**TASK ITEM**
What is the number of lines in the data below that contain "Naka"? Reply with the number only.

•••••

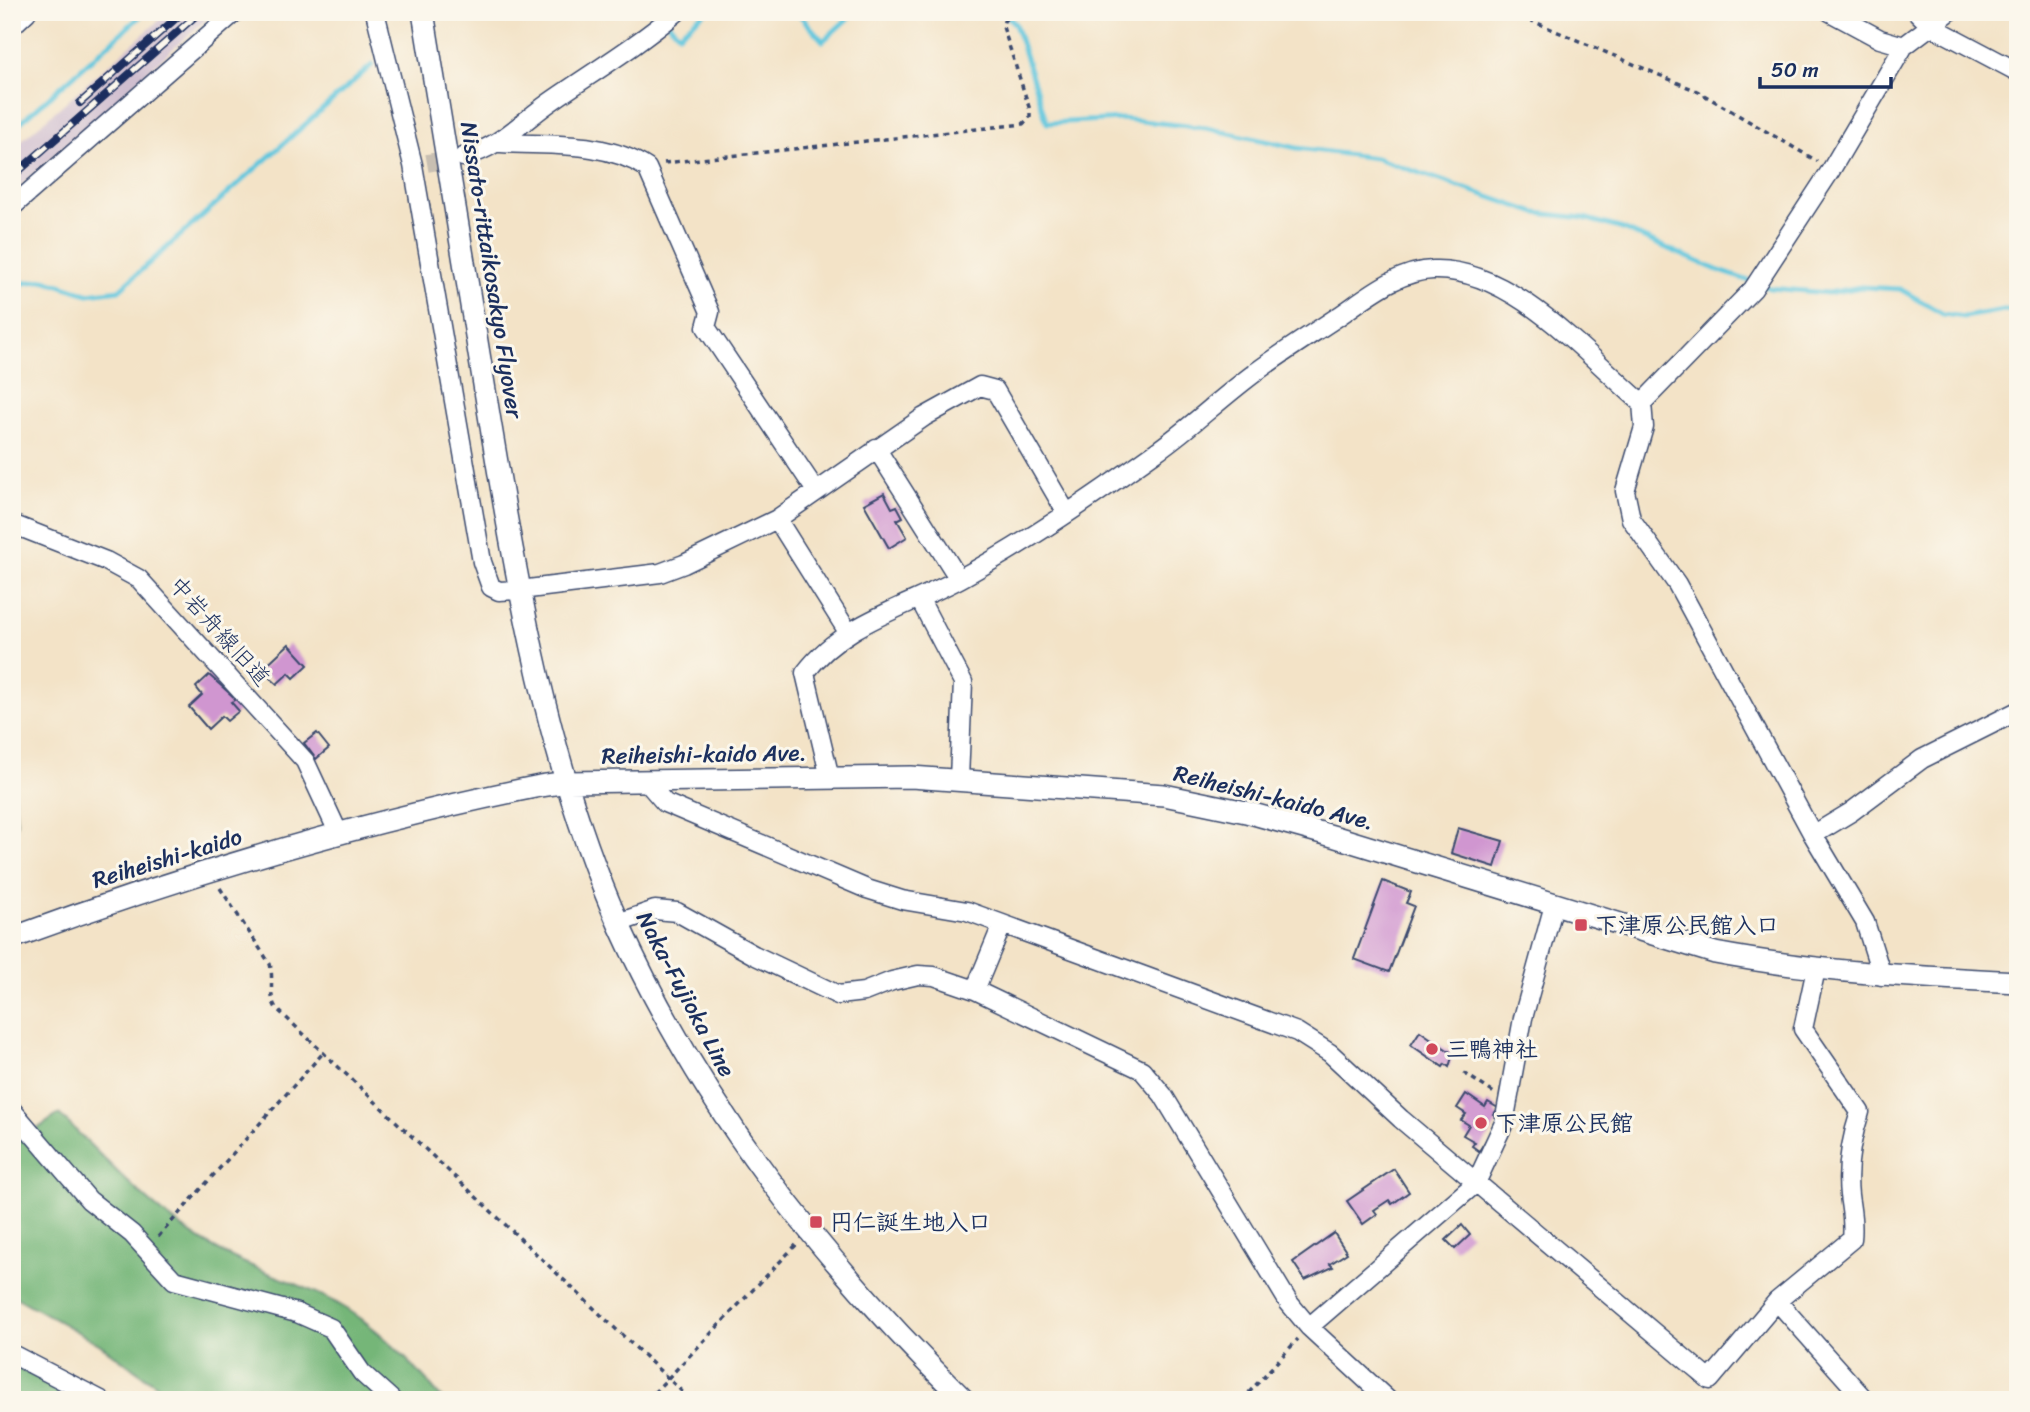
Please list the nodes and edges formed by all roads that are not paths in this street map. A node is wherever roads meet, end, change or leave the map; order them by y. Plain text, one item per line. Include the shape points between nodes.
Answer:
1 (27, 12) edge
2 (235, 12) edge
3 (375, 12) edge
4 (423, 12) edge
5 (677, 12) edge
6 (1830, 12) edge
7 (1917, 12) edge
8 (1950, 12) edge
9 (12, 26) edge
10 (1931, 26) junction
11 (1904, 46) junction
12 (2018, 72) edge
13 (500, 143) junction
14 (463, 157) tunnel mouth
15 (12, 207) edge
16 (1642, 403) junction
17 (876, 448) junction
18 (816, 491) junction
19 (1066, 512) junction
20 (777, 519) junction
21 (12, 524) edge
22 (509, 536) joint
23 (959, 579) junction
24 (520, 590) junction
25 (919, 598) junction
26 (848, 632) junction
27 (2018, 711) edge
28 (830, 778) junction
29 (959, 779) junction
30 (646, 780) junction
31 (568, 782) junction
32 (338, 832) junction
33 (1813, 835) junction
34 (1554, 905) junction
35 (618, 923) junction
36 (1002, 925) junction
37 (12, 938) edge
38 (1816, 969) junction
39 (1882, 976) junction
40 (2018, 982) edge
41 (975, 990) junction
42 (12, 1110) edge
43 (1476, 1182) junction
44 (1777, 1301) junction
45 (1309, 1327) junction
46 (12, 1353) edge
47 (101, 1400) edge
48 (391, 1400) edge
49 (964, 1400) edge
50 (1388, 1400) edge
51 (1865, 1400) edge

1 - 9 street
2 - 15 street
3 - 24 street via 420,164 482,562 491,587
4 - 22 main road, Nissato-rittaikosakyo Flyover
5 - 13 street via 544,106
6 - 11 street via 1880,39
7 - 10 street
8 - 10 street
10 - 11 street
10 - 12 street
11 - 16 street via 1753,289
13 - 14 street
13 - 18 street via 606,149 647,168 710,312 706,327
16 - 19 street via 1531,306 1460,272 1404,275 1255,373 1157,451
16 - 33 street via 1644,427 1625,492 1626,508 1677,584
17 - 18 street
17 - 19 street via 957,398 980,386 991,387
17 - 23 street
18 - 20 street
19 - 23 street
20 - 24 street via 660,573
20 - 26 street
21 - 32 street, 中岩舟線旧道 via 139,579 305,761
22 - 24 main road, Naka-Fujioka Line
23 - 25 street
24 - 31 main road, Naka-Fujioka Line
25 - 26 street
25 - 29 street via 963,682
26 - 28 street via 805,673
27 - 33 street via 1922,759
28 - 29 main road, Reiheishi-kaido Ave.
28 - 30 main road, Reiheishi-kaido Ave.
29 - 34 main road, Reiheishi-kaido Ave. via 1131,791 1202,802 1336,837
30 - 31 main road, Reiheishi-kaido Ave.
30 - 36 street via 673,807 867,889 902,900 946,905
31 - 32 main road, Reiheishi-kaido Ave.
31 - 35 main road, Naka-Fujioka Line
32 - 37 main road, Reiheishi-kaido
33 - 39 street via 1865,922
34 - 38 main road, Reiheishi-kaido Ave. via 1715,953
34 - 43 street via 1523,1018 1504,1123
35 - 41 street via 655,910 677,912 838,995 918,975
35 - 49 main road, Naka-Fujioka Line via 703,1086 741,1143 866,1299
36 - 41 street
36 - 43 street via 1297,1032 1330,1053
38 - 39 main road, Reiheishi-kaido Ave.
38 - 44 street via 1803,1028 1860,1112 1850,1143 1849,1193 1854,1222 1852,1239
39 - 40 main road, Reiheishi-kaido Ave.
41 - 45 street via 1142,1070 1163,1095 1289,1303
42 - 48 street via 89,1200 180,1284 297,1313 331,1328 362,1373
43 - 44 street via 1710,1380
43 - 45 street
44 - 51 street
45 - 50 street
46 - 47 street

•••••

**COMPLETED TASK**
4